O governo brasileiro vai rechaçar a proposta de compensação financeira para o eventual dano causado por organismos vivos modificados (OGM), que será apresentada nas discussões internacionais sobre biodiversidade em Nagoya, Japão, em outubro. Na mesa está a aprovação de um seguro para países exportadores de transgênicos, o que elevaria os custos desse tipo de comércio.
De acordo com o Itamaraty, trata-se de uma barreira não-tarifária de commodities agrícolas. “Esse item preocupa muito o Brasil. Vai ser uma discussão complicada”, afirmou ao Valor o chefe da divisão de Meio Ambiente do Ministério das Relações Exteriores, Paulino Franco Carvalho.
O nó da discussão é o Artigo 10 do protocolo suplementar que será debatido durante a 5ª Reunião das Partes do Protocolo de Cartagena sobre Biossegurança (MOP5). Criado em 2003, o protocolo conta com 160 países signatários e tem como principal objetivo regular a movimentação transfronteiriça de organismos vivos modificados – transgênicos que possam transferir ou replicar seu material genético e afetar a diversidade biológica.

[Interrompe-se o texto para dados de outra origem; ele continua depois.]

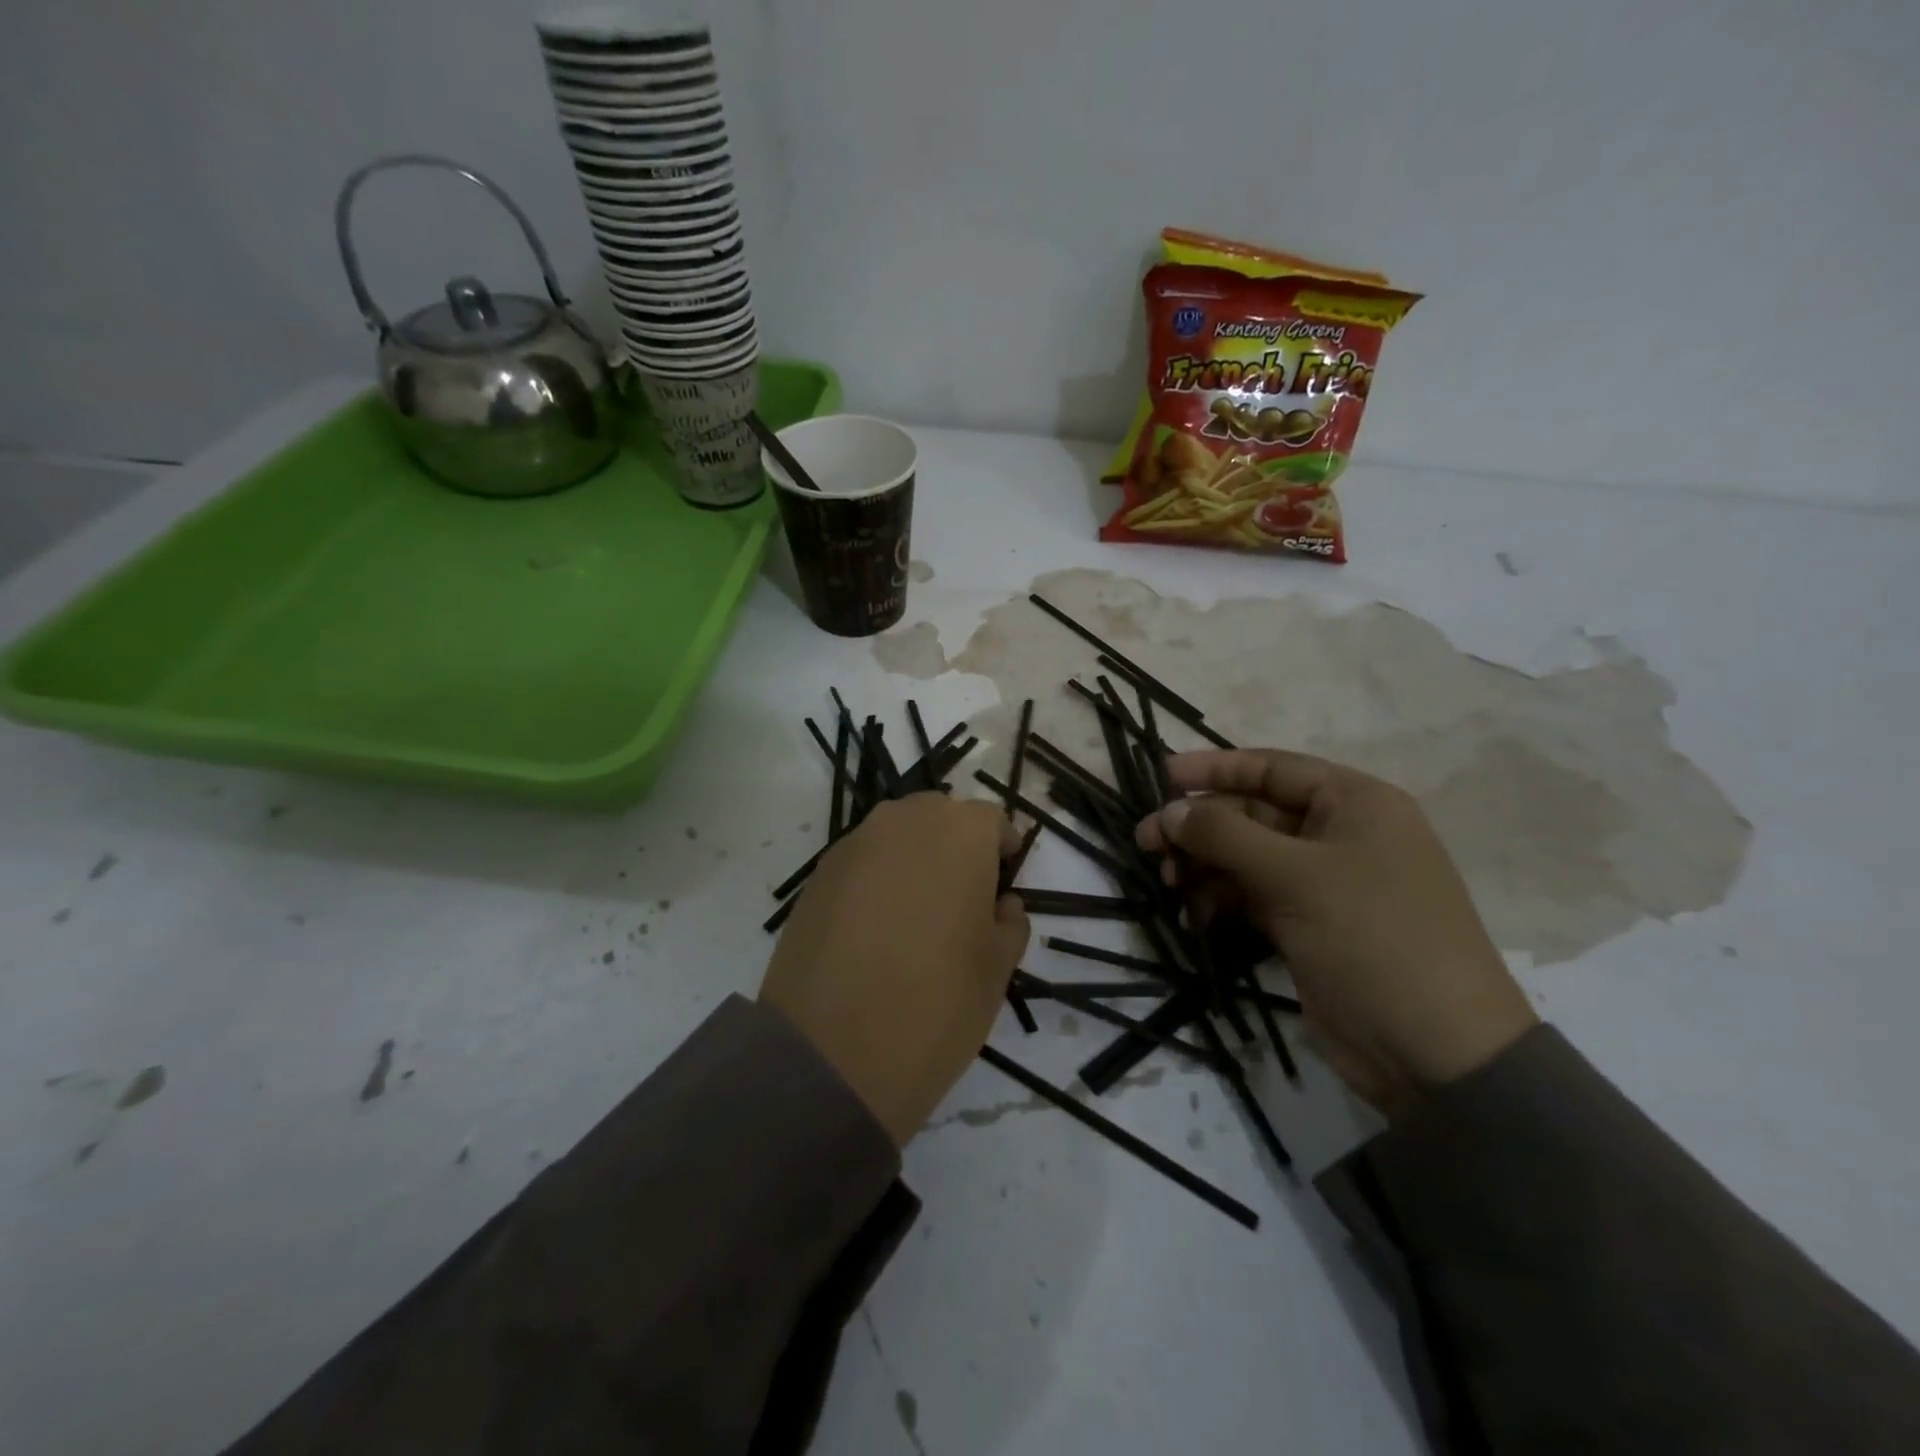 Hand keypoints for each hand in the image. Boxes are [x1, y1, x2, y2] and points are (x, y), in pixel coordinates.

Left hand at [760, 794, 1029, 1145]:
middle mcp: (905, 821)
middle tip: (962, 897)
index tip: (1004, 881)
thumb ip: (1010, 922)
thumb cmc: (937, 1004)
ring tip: (917, 912)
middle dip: (956, 847)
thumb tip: (1000, 903)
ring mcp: (854, 844)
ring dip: (914, 858)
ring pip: (897, 835)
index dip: (1002, 849)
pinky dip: (876, 879)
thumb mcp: (998, 969)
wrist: (831, 1052)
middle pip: (940, 817)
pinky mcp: (817, 875)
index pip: (991, 820)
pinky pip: (862, 860)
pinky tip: (876, 926)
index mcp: (960, 833)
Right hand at [1137, 750, 1535, 1118]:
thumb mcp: (1295, 876)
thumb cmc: (1373, 938)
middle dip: (1200, 826)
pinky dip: (1220, 900)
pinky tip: (1194, 916)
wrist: (1434, 1053)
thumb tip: (1169, 810)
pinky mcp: (1306, 925)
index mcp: (1355, 804)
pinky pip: (1251, 896)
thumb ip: (1224, 835)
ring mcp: (1322, 884)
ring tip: (1168, 882)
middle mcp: (1339, 835)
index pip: (1272, 768)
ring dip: (1204, 865)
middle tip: (1147, 842)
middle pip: (1252, 813)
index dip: (1215, 768)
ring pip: (1246, 857)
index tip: (1162, 777) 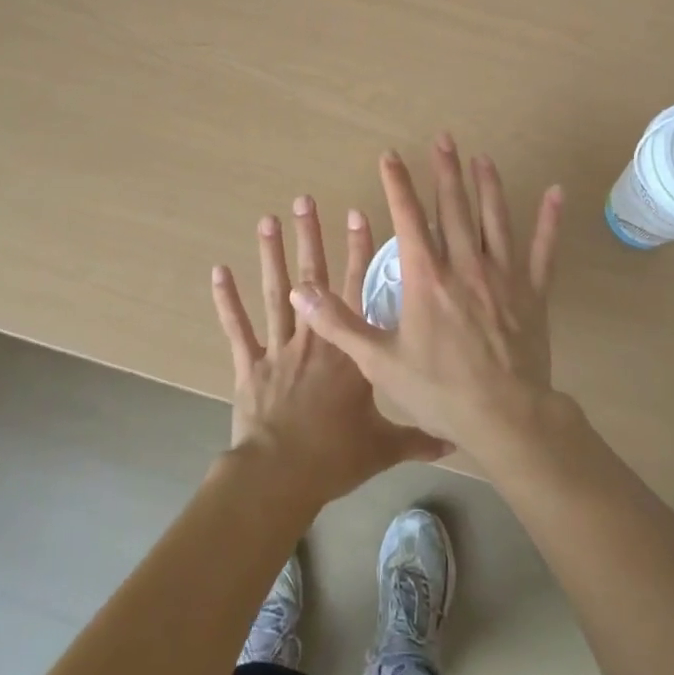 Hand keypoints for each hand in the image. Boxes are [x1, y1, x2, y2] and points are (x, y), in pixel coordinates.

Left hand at [212, 196, 448, 510]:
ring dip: (270, 255)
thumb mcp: (383, 447)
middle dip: (310, 236)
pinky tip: (218, 271)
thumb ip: (418, 438)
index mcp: (348, 350)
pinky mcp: (249, 365)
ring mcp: (279, 347)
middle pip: (312, 278)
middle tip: (304, 199)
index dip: (358, 249)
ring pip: (275, 292)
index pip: (356, 288)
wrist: (281, 475)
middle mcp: (314, 338)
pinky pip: (237, 328)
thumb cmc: (335, 455)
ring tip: (267, 219)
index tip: (357, 212)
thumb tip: (455, 440)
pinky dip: (227, 301)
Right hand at [293, 134, 564, 468]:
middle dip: (445, 170)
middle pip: (454, 208)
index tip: (389, 156)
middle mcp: (465, 265)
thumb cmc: (439, 390)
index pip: (408, 218)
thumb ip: (339, 323)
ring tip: (482, 158)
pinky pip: (543, 250)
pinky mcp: (533, 292)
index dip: (397, 184)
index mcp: (427, 277)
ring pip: (495, 220)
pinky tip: (557, 193)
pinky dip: (550, 221)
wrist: (505, 418)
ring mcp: (503, 276)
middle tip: (443, 138)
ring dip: (488, 186)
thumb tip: (300, 291)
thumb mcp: (379, 361)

O artigo torna mandatório aos signatários exigir dos “operadores” (exportadores, importadores, transportadores e desenvolvedores da tecnologia) a adoção de garantias financeiras para cobrir possíveis danos causados por esses organismos à biodiversidade. O item é defendido por países africanos e Malásia. Brasil, América Latina e Japão são contrários. A União Europeia preferiu a “discrição”, segundo negociadores.
“O artigo faz com que o Brasil fique numa posição pior que a de outros exportadores de commodities, já que EUA, Argentina, Austrália e Canadá não ratificaram o protocolo para não se comprometer”, diz Carvalho.
Embora seja impossível calcular o impacto econômico – não existem seguros para transgênicos -, a medida vai onerar não só operadores mas outros setores. “O impacto no preço de alimentos, energia e do próprio desenvolvimento de novas tecnologias pode ser imenso, o que impõe ponderar se a proposta de seguros respeita a Organização Mundial de Comércio”, diz Rodrigo Lima, gerente-geral do Instituto de Estudos do Comércio e Negociações Internacionais (Icone) e autor de um estudo sobre a questão.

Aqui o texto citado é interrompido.